The lesson can be summed up by the programming process of The Who's “Baba O'Riley.” We stood in front of the console, and Kenny spoke to me in his Irish accent: “Okay, Patrick, take all of the lights, and make them red.” I accommodated, and he said, “Great. That's cue one. Now make them all blue.” I pressed the blue preset. “Great, great. We'll have plenty of that. That's cue two. Now make them pink.” Feeling somewhat dejected, as I wasn't doing something more elaborate with my programming knowledge, I pressed the pink preset. Kenny took a look at the stage and said, “Nah, a bit feminine for this tune. Make them red again.” So I obliged. “Perfect, Patrick. That's cue three. Label that list ‘Baba O'Riley.’”
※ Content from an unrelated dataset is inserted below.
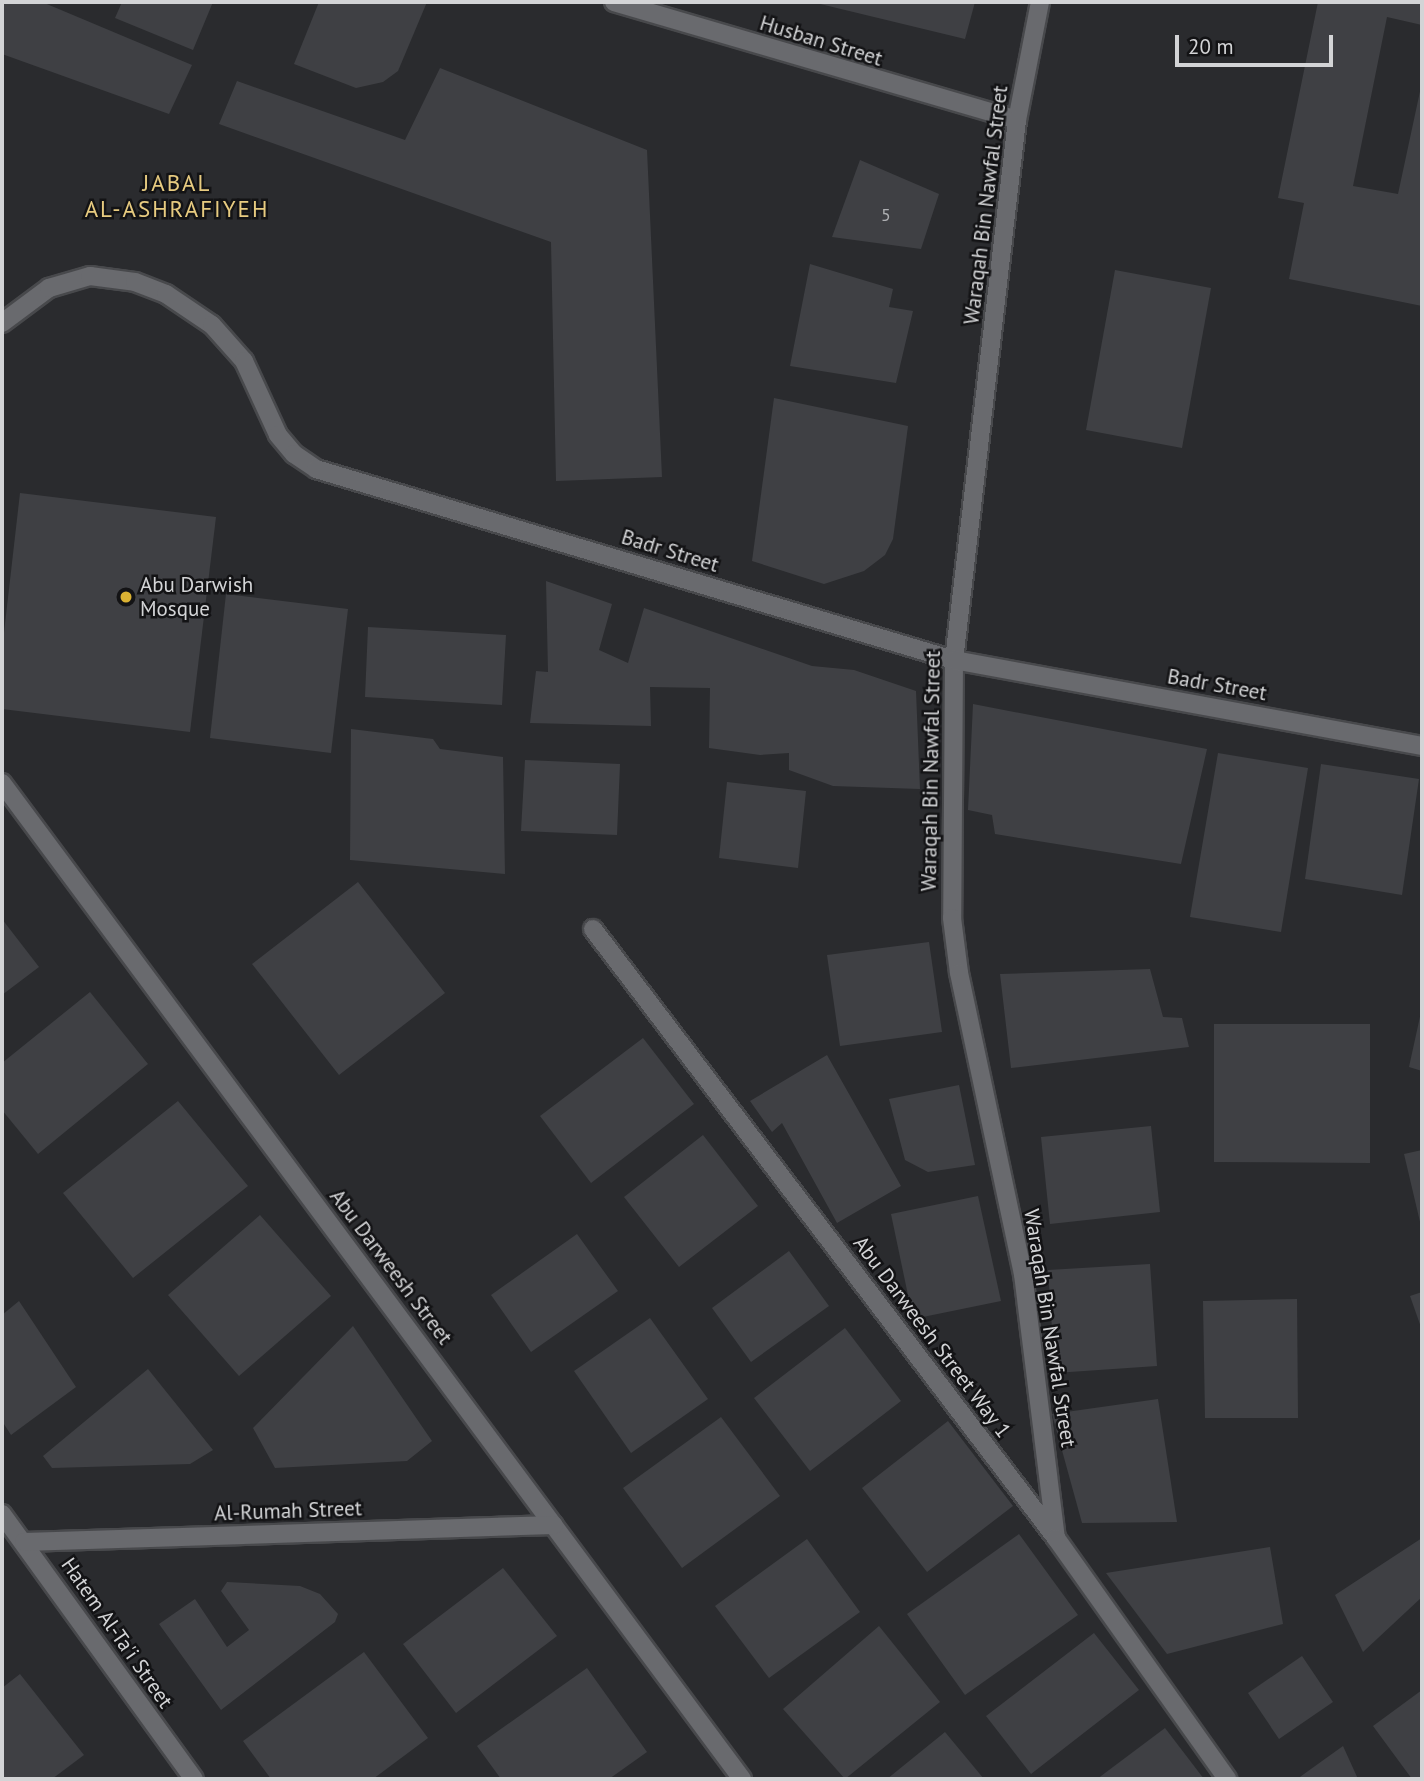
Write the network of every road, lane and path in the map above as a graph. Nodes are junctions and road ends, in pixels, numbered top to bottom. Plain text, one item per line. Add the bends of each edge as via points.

Three cues? Two colors? Was he kidding me? I couldn't comprehend how this would work. Then, the show started. Not only did The Who sing that song as if they had written it the day before, but those three simple, bold looks were the most striking cues I'd ever witnessed because of the timing in which they were taken. Kenny executed the cues with such precision that to add anything else would have completely distracted from the performance. It was one of the most valuable lessons that I was ever taught. There was something else, though. That simplicity allowed something else to happen without distraction. It allowed the talent to speak for itself. This was a group that could have played under the house lights and evoked the same response from the crowd. They didn't “need” lighting, but it added an amazing amount of theatrical impact and, more importantly, did so without distracting from the performance.
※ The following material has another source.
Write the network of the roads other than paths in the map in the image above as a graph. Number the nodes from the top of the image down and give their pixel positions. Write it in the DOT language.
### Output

Making small shows look larger requires more refinement in implementation than knowing how to stretch equipment to its limits. If the gear can only do something as simple as changing color, then so be it. Use those colors wisely. Execute the cues precisely. Step back, and examine the overall picture, not just what can be added, but also what can be taken away. When you're trying to tackle a design that you insist needs more gear, just contemplate the approach of an artist's broad strokes, but never do it when you've got the flu because cold medicine does nothing for your design choices. Besides, you should be in bed resting.